= About this exercise =
Practice item. Set the material below down again exactly, with no pictures.

= Supplied material =

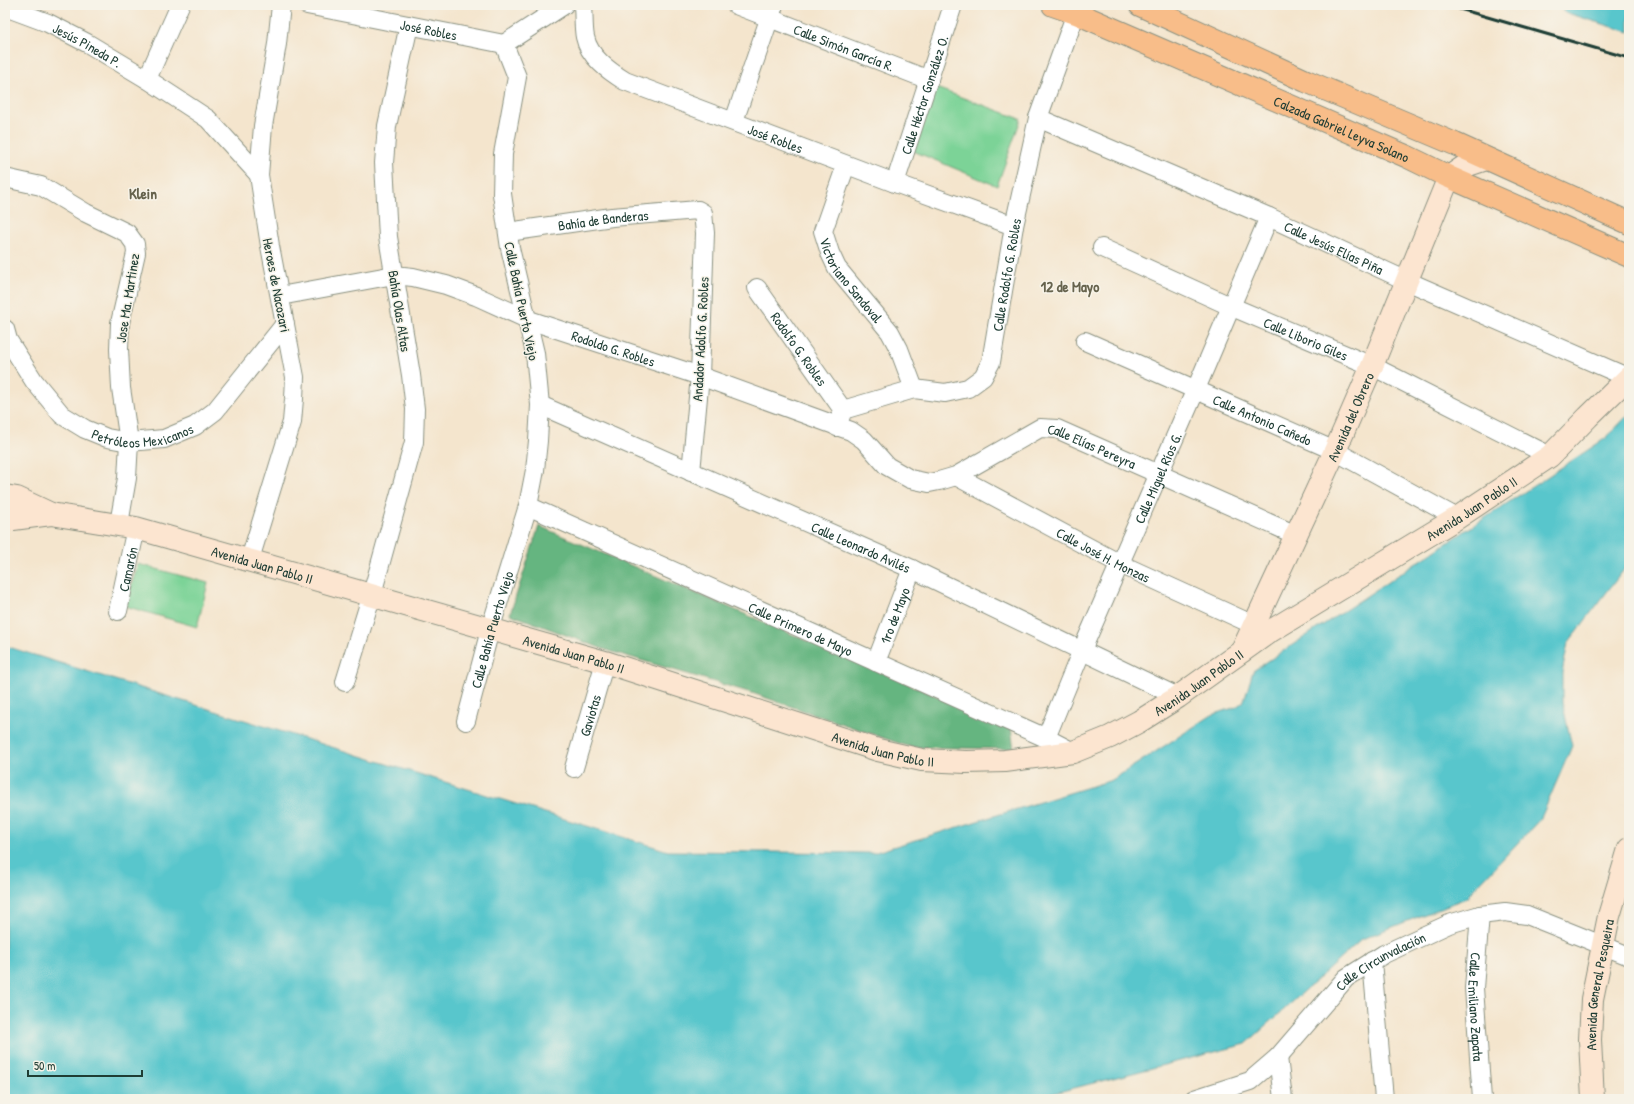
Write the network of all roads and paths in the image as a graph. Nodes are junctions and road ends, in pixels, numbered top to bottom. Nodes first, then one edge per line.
1 (180, 5) edge
2 (281, 5) edge
3 (307, 5) edge
4 (564, 5) edge
5 (583, 5) edge
6 (736, 5) edge
7 (953, 5) edge
8 (1053, 5) edge
9 (1140, 5) edge
10 (5, 7) edge
11 (772, 12) edge
12 (1076, 13) junction
13 (409, 25) junction
14 (504, 44) junction
15 (147, 79) junction
16 (929, 80) junction
17 (1038, 118) junction
18 (734, 121) junction
19 (1486, 159) junction
20 (846, 165) junction
21 (259, 175) junction
22 (1449, 177) junction
23 (5, 178) edge
24 (895, 184) junction
25 (698, 210) joint
26 (1269, 217) junction
27 (1629, 223) edge
28 (1014, 226) junction
29 (508, 232) junction
30 (1102, 248) dead end
31 (1629, 256) edge
32 (394, 275) junction
33 (1407, 281) junction
34 (758, 288) dead end
35 (280, 296) junction
36 (1230, 306) junction
37 (529, 320) junction
38 (285, 324) junction
39 (5, 329) edge
40 (1085, 341) dead end
41 (1372, 366) junction
42 (700, 376) junction
43 (1629, 378) edge
44 (914, 389) junction
45 (1196, 389) junction
46 (540, 405) junction
47 (843, 410) junction
48 (836, 427) junction
49 (129, 442) junction
50 (1335, 451) junction
51 (1550, 456) junction
52 (691, 472) junction
53 (1158, 474) junction
54 (956, 476) junction
55 (5, 496) edge
56 (528, 506) junction
57 (51, 514) junction
58 (5, 518) edge
59 (1457, 518) junction
60 (128, 526) junction
61 (1296, 535) junction
62 (250, 559) junction
63 (1120, 564) junction
64 (912, 569) junction
65 (372, 594) junction
66 (118, 610) dead end
67 (1262, 629) junction
68 (490, 630) junction
69 (1082, 650) junction
70 (605, 662) junction
71 (876, 662) junction
72 (345, 682) dead end
73 (1178, 697) junction
74 (466, 721) dead end
75 (1046, 738) junction
76 (1073, 752) junction
77 (574, 768) dead end
78 (1629, 849) edge
79 (1480, 915) junction
80 (1602, 946) junction
81 (1629, 956) edge
82 (1372, 961) junction
83 (1278, 1057) junction
84 (1194, 1099) edge
85 (1283, 1099) edge
86 (1384, 1099) edge
87 (1482, 1099) edge
88 (1593, 1099) edge

1 - 15 street
2 - 21 street, Heroes de Nacozari
3 - 13 street, José Robles
4 - 14 street
5 - 18 street, José Robles
6 - 11 street, Calle Simón García R.
7 - 16 street, Calle Héctor González O.
8 - 12 main road, Calzada Gabriel Leyva Solano
9 - 19 main road, Calzada Gabriel Leyva Solano
10 - 15 street, Jesús Pineda P.
11 - 16 street, Calle Simón García R.
11 - 18 street
12 - 17 street, Calle Rodolfo G. Robles
12 - 22 main road, Calzada Gabriel Leyva Solano
13 - 14 street, José Robles
13 - 32 street, Bahía Olas Altas
14 - 29 street, Calle Bahía Puerto Viejo
15 - 21 street, Jesús Pineda P.
16 - 24 street, Calle Héctor González O.
17 - 26 street, Calle Jesús Elías Piña
17 - 28 street, Calle Rodolfo G. Robles
18 - 20 street, José Robles
19 - 22 main road
19 - 27 main road, Calzada Gabriel Leyva Solano
20 - 24 street, José Robles
20 - 44 street, Victoriano Sandoval
21 - 35 street, Heroes de Nacozari
22 - 31 main road, Calzada Gabriel Leyva Solano
22 - 33 main road, Avenida del Obrero
23 - 49 street, Jose Ma. Martinez
24 - 28 street, José Robles
25 - 29 street, Bahía de Banderas
25 - 42 street, Andador Adolfo G. Robles
26 - 33 street, Calle Jesús Elías Piña
26 - 36 street, Calle Miguel Ríos G.
28 - 44 street, Calle Rodolfo G. Robles
29 - 37 street, Calle Bahía Puerto Viejo
30 - 36 street, Calle Liborio Giles
32 - 35 street, Rodoldo G. Robles
32 - 37 street, Rodoldo G. Robles
32 - 65 street, Bahía Olas Altas
33 - 41 main road, Avenida del Obrero
33 - 43 street, Calle Jesús Elías Piña
34 - 47 street, Rodolfo G. Robles
35 - 38 street, Heroes de Nacozari
36 - 41 street, Calle Liborio Giles
36 - 45 street, Calle Miguel Ríos G.
37 - 42 street, Rodoldo G. Robles
37 - 46 street, Calle Bahía Puerto Viejo
38 - 49 street, Petróleos Mexicanos
38 - 62 street, Heroes de Nacozari
39 - 49 street, Petróleos Mexicanos
40 - 45 street, Calle Antonio Cañedo
41 - 50 main road, Avenida del Obrero
41 - 51 street, Calle Liborio Giles
42 - 48 street, Rodoldo G. Robles
42 - 52 street, Andador Adolfo G. Robles
43 - 51 main road, Avenida Juan Pablo II
44 - 47 street, Calle Rodolfo G. Robles
45 - 50 street, Calle Antonio Cañedo
45 - 53 street, Calle Miguel Ríos G.
46 - 52 street, Calle Leonardo Avilés
46 - 56 street, Calle Bahía Puerto Viejo
47 - 48 street
48 - 54 street, Rodoldo G. Robles
49 - 60 street, Jose Ma. Martinez
50 - 59 street, Calle Antonio Cañedo
50 - 61 main road, Avenida del Obrero
51 - 59 main road, Avenida Juan Pablo II
52 - 64 street, Calle Leonardo Avilés
53 - 54 street, Calle Elías Pereyra
53 - 61 street, Calle Elías Pereyra
53 - 63 street, Calle Miguel Ríos G.
54 - 63 street, Calle José H. Monzas
55 - 57 main road, Avenida Juan Pablo II
56 - 68 street, Calle Bahía Puerto Viejo
56 - 71 street, Calle Primero de Mayo
57 - 58 main road, Avenida Juan Pablo II
57 - 60 main road, Avenida Juan Pablo II
59 - 67 main road, Avenida Juan Pablo II
60 - 62 main road, Avenida Juan Pablo II
60 - 66 street, Camarón
61 - 67 main road, Avenida del Obrero
62 - 65 main road, Avenida Juan Pablo II
63 - 67 street, Calle José H. Monzas
63 - 69 street, Calle Miguel Ríos G.
64 - 69 street, Calle Leonardo Avilés
64 - 71 street, 1ro de Mayo
65 - 68 main road, Avenida Juan Pablo II
65 - 72 street, Bahía Olas Altas
67 - 73 main road, Avenida Juan Pablo II
68 - 70 main road, Avenida Juan Pablo II
68 - 74 street, Calle Bahía Puerto Viejo
69 - 73 street, Calle Leonardo Avilés
69 - 75 street, Calle Miguel Ríos G.
70 - 76 main road, Avenida Juan Pablo II
70 - 77 street, Gaviotas
71 - 75 street, Calle Primero de Mayo
73 - 76 main road, Avenida Juan Pablo II
75 - 76 street, Calle Primero de Mayo
78 - 80 main road, Avenida General Pesqueira
79 - 80 street, Calle Circunvalación
79 - 82 street, Calle Circunvalación
79 - 87 street, Calle Emiliano Zapata
80 - 81 street, Calle Circunvalación
80 - 88 main road, Avenida General Pesqueira
82 - 83 street, Calle Circunvalación
82 - 86 street
83 - 84 street, Calle Circunvalación
83 - 85 street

= Result of this task =
Write the network of all roads and paths in the image as a graph. Nodes are junctions and road ends, in pixels, numbered top to bottom. Nodes first, then one edge per line.
1 (180, 5) edge
2 (281, 5) edge
3 (307, 5) edge
4 (564, 5) edge
5 (583, 5) edge
6 (736, 5) edge
7 (953, 5) edge
8 (1053, 5) edge
9 (1140, 5) edge
10 (5, 7) edge
11 (772, 12) edge
12 (1076, 13) junction
13 (409, 25) junction
14 (504, 44) junction
15 (147, 79) junction
16 (929, 80) junction
17 (1038, 118) junction
18 (734, 121) junction
19 (1486, 159) junction
20 (846, 165) junction
21 (259, 175) junction
22 (1449, 177) junction
23 (5, 178) edge
24 (895, 184) junction
25 (698, 210) joint
26 (1269, 217) junction
27 (1629, 223) edge
28 (1014, 226) junction
29 (508, 232) junction
30 (1102, 248) dead end
31 (1629, 256) edge
32 (394, 275) junction
33 (1407, 281) junction
34 (758, 288) dead end
35 (280, 296) junction
36 (1230, 306) junction
37 (529, 320) junction
38 (285, 324) junction
39 (5, 329) edge
40 (1085, 341) dead end
41 (1372, 366) junction
42 (700, 376) junction
43 (1629, 378) edge
44 (914, 389) junction
45 (1196, 389) junction
46 (540, 405) junction
47 (843, 410) junction
48 (836, 427) junction
49 (129, 442) junction
50 (1335, 451) junction
51 (1550, 456) junction
52 (691, 472) junction
53 (1158, 474) junction
54 (956, 476) junction
55 (5, 496) edge
56 (528, 506) junction
57 (51, 514) junction
58 (5, 518) edge
59 (1457, 518) junction
60 (128, 526) junction
61 (1296, 535) junction
62 (250, 559) junction
63 (1120, 564) junction
64 (912, 569) junction
65 (372, 594) junction
66 (118, 610) dead end
67 (1262, 629) junction
68 (490, 630) junction
69 (1082, 650) junction
70 (605, 662) junction
71 (876, 662) junction
72 (345, 682) dead end
73 (1178, 697) junction
74 (466, 721) dead end
75 (1046, 738) junction
76 (1073, 752) junction
77 (574, 768) dead end
78 (1629, 849) edge
79 (1480, 915) junction
80 (1602, 946) junction
81 (1629, 956) edge
82 (1372, 961) junction
83 (1278, 1057) junction
84 (1194, 1099) edge
85 (1283, 1099) edge
86 (1384, 1099) edge
87 (1482, 1099) edge
88 (1593, 1099) edge

1 - 15 street
2 - 21 street, Heroes de Nacozari
3 - 13 street, José Robles
4 - 14 street
5 - 18 street, José Robles
6 - 11 street, Calle Simón García R.
7 - 16 street, Calle Héctor González O.
8 - 12 main road, Calzada Gabriel Leyva Solano
9 - 19 main road, Calzada Gabriel Leyva Solano
10 - 15 street, Jesús Pineda P.
11 - 16 street, Calle Simón García R.
11 - 18 street
12 - 17 street, Calle Rodolfo G. Robles
12 - 22 main road, Calzada Gabriel Leyva Solano
13 - 14 street, José Robles
13 - 32 street, Bahía Olas Altas
14 - 29 street, Calle Bahía Puerto Viejo
15 - 21 street, Jesús Pineda P.
16 - 24 street, Calle Héctor González O.
17 - 26 street, Calle Jesús Elías Piña
17 - 28 street, Calle Rodolfo G. Robles
18 - 20 street, José Robles
19 - 22 main road
19 - 27 main road, Calzada Gabriel Leyva Solano
20 - 24 street, José Robles
20 - 44 street, Victoriano Sandoval
21 - 35 street, Heroes de Nacozari
22 - 31 main road, Calzada Gabriel Leyva Solano
22 - 33 main road, Avenida del Obrero
23 - 49 street, Jose Ma. Martinez
24 - 28 street, José Robles
25 - 29 street, Bahía de Banderas
25 - 42 street, Andador Adolfo G. Robles
26 - 33 street, Calle Jesús Elías Piña
26 - 36 street, Calle Miguel Ríos G.
28 - 44 street, Calle Rodolfo G. Robles
29 - 37 street, Calle Bahía Puerto Viejo
30 - 36 street, Calle Liborio Giles
32 - 35 street, Rodoldo G. Robles
32 - 37 street, Rodoldo G. Robles
32 - 65 street, Bahía Olas Altas
33 - 41 main road, Avenida del Obrero
33 - 43 street, Calle Jesús Elías Piña
34 - 47 street, Rodolfo G. Robles
35 - 38 street, Heroes de Nacozari
36 - 41 street, Calle Liborio Giles
36 - 45 street, Calle Miguel Ríos G.
37 - 42 street, Rodoldo G. Robles
37 - 46 street, Calle Bahía Puerto Viejo
38 - 49 street, Petróleos Mexicanos
38 - 62 street, Heroes de Nacozari
39 - 49 street, Petróleos Mexicanos
40 - 45 street, Calle Antonio Cañedo
41 - 50 main road, Avenida del Obrero
41 - 51 street, Calle Liborio Giles
42 - 48 street, Rodoldo G. Robles
42 - 52 street, Andador Adolfo G. Robles
43 - 51 main road, Avenida Juan Pablo II
44 - 47 street, Calle Rodolfo G. Robles
45 - 50 street, Calle Antonio Cañedo
45 - 53 street, Calle Miguel Ríos G.
46 - 52 street, Calle Leonardo Avilés
46 - 56 street, Calle Bahía Puerto Viejo
47 - 48 street
48 - 54 street, Rodoldo G. Robles
49 - 60 street, Jose Ma. Martinez
50 - 59 street, Calle Antonio Cañedo
50 - 61 main road, Avenida del Obrero
51 - 59 main road, Avenida Juan Pablo II
52 - 64 street, Calle Leonardo Avilés
53 - 54 street, Calle Elías Pereyra
53 - 61 street, Calle Elías Pereyra
53 - 63 street, Calle Miguel Ríos G.
54 - 63 street, Calle José H. Monzas
55 - 57 main road, Avenida Juan Pablo II
56 - 68 street, Calle Bahía Puerto Viejo
56 - 71 street, Calle Primero de Mayo
57 - 58 main road, Avenida Juan Pablo II
57 - 60 main road, Avenida Juan Pablo II
59 - 67 main road, Avenida Juan Pablo II
60 - 62 main road, Avenida Juan Pablo II
60 - 66 street, Camarón
61 - 67 main road, Avenida del Obrero
62 - 65 main road, Avenida Juan Pablo II
63 - 67 street, Calle José H. Monzas
63 - 69 street, Calle Miguel Ríos G.
64 - 69 street, Calle Leonardo Avilés
64 - 71 street, 1ro de Mayo
65 - 68 main road, Avenida Juan Pablo II
65 - 72 street, Bahía Olas Altas
67 - 73 main road, Avenida Juan Pablo II
68 - 70 main road, Avenida Juan Pablo II
68 - 74 street, Calle Bahía Puerto Viejo
69 - 73 street, Calle Leonardo Avilés
69 - 75 street, Calle Miguel Ríos G.
70 - 76 main road, Avenida Juan Pablo II
70 - 77 street, Gaviotas
71 - 75 street, Calle Primero de Mayo
73 - 76 main road, Avenida Juan Pablo II
75 - 76 street, Calle Primero de Mayo
78 - 80 main road, Avenida General Pesqueira
79 - 80 street, Calle Circunvalación
79 - 82 street, Calle Circunvalación
79 - 87 street, Calle Emiliano Zapata
80 - 81 street, Calle Circunvalación
80 - 88 main road, Avenida General Pesqueira
82 - 83 street, Calle Circunvalación
82 - 86 street
83 - 84 street, Calle Circunvalación
83 - 85 street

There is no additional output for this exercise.